Luckily the very thing that pulled me backwards also breaks my fall. I fell a few feet down but land on the pack. I have to take it off to be able to get up. I’m definitely shook up, that could have been so bad! I feel incredibly lucky and stupid at the same time. What the hell was I thinking? I could have been dead!

I just sit there for a moment and wonder what to do. There really is no place to camp here and I really want to be done with this hike tomorrow but I do think about staying put for a moment. Then I pull myself together and find the route again. From then on I buttslide everything rocky. My long johns are torn to shreds by the end of it but I don’t care. I just want to get down safely.

I’m so relieved when I finally make it below tree line but I’m very tired.
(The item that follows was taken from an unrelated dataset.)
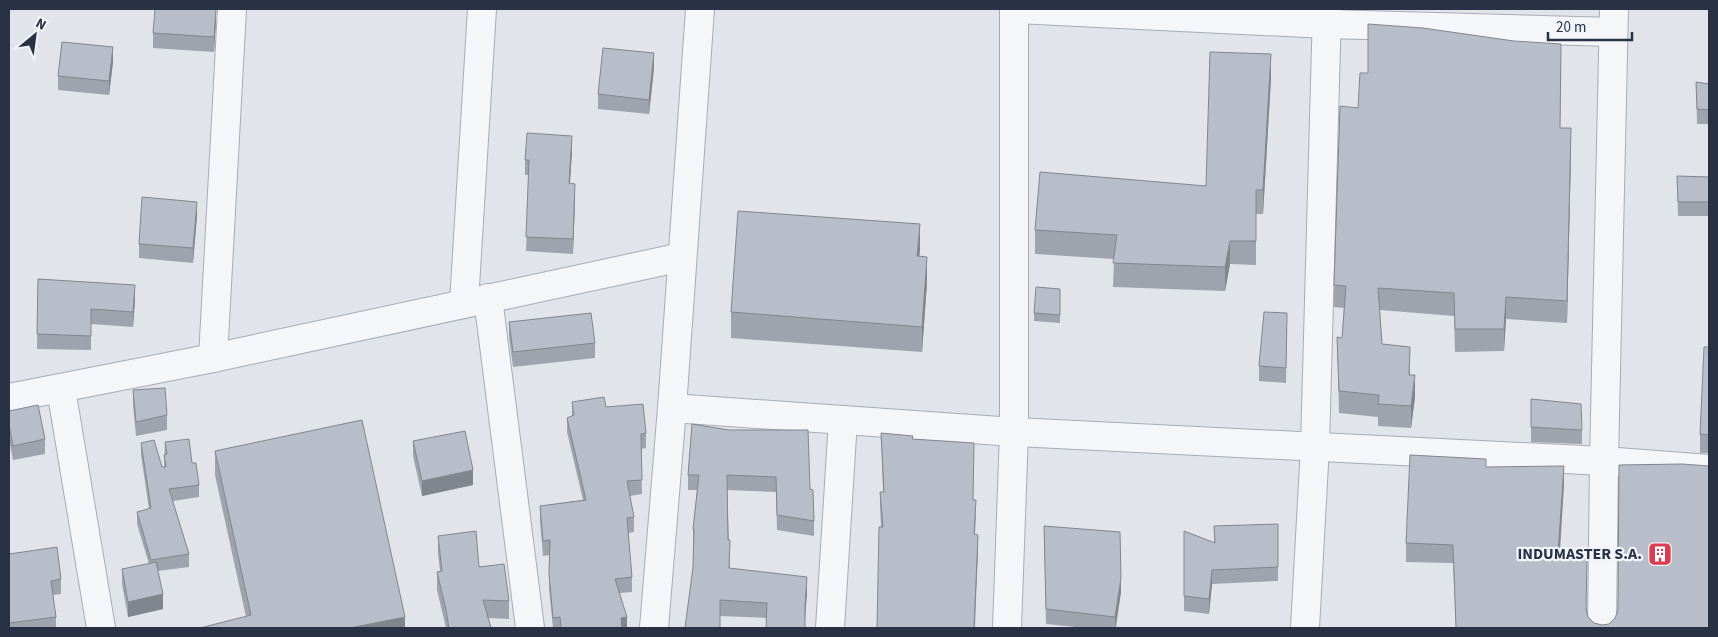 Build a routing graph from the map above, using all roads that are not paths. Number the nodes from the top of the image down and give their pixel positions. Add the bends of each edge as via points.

All the plans I had about road walking several miles tonight are gone. I just want to lay down. I make it to the trailhead and crawl under some trees. Enough for today.

Day 10: September 13, 2014

Start (approx.): 7 am             Camp (approx.): 12:30 am

4000 footers climbed: Wildcat D (10:30 am), Wildcat, Carter Dome (3 pm), South Carter, Middle Carter, Moriah (9 pm)

Miles hiked: 17.5 ?

Today is gloomy and uneventful but I have the company of my husband Rich (aka Greenleaf) which is always entertaining. The day starts out okay and we see one of the flags being raised on Wildcat which is pretty cool. After Carter Notch it turns into peasoup however so there are no views to be had on the ridge. It’s too bad because I rather enjoyed this hike in June. That is with the exception of the stupid rock slabs going down North Carter. They seem even worse this time around since they’re all wet. We’re both annoyed. It’s tempting to just stop at Imp shelter because it’s getting chilly too but I’m determined to summit Moriah and get off the ridge today. The weather and trail are less than ideal to be hiking in the dark but so be it. I want to be done with it! The 1.4 miles to Moriah seem to take forever and when we finally summit we get blasted off the peak, soooo cold! I manage to eat a snack at the summit junction but have to keep moving to keep myself from shivering.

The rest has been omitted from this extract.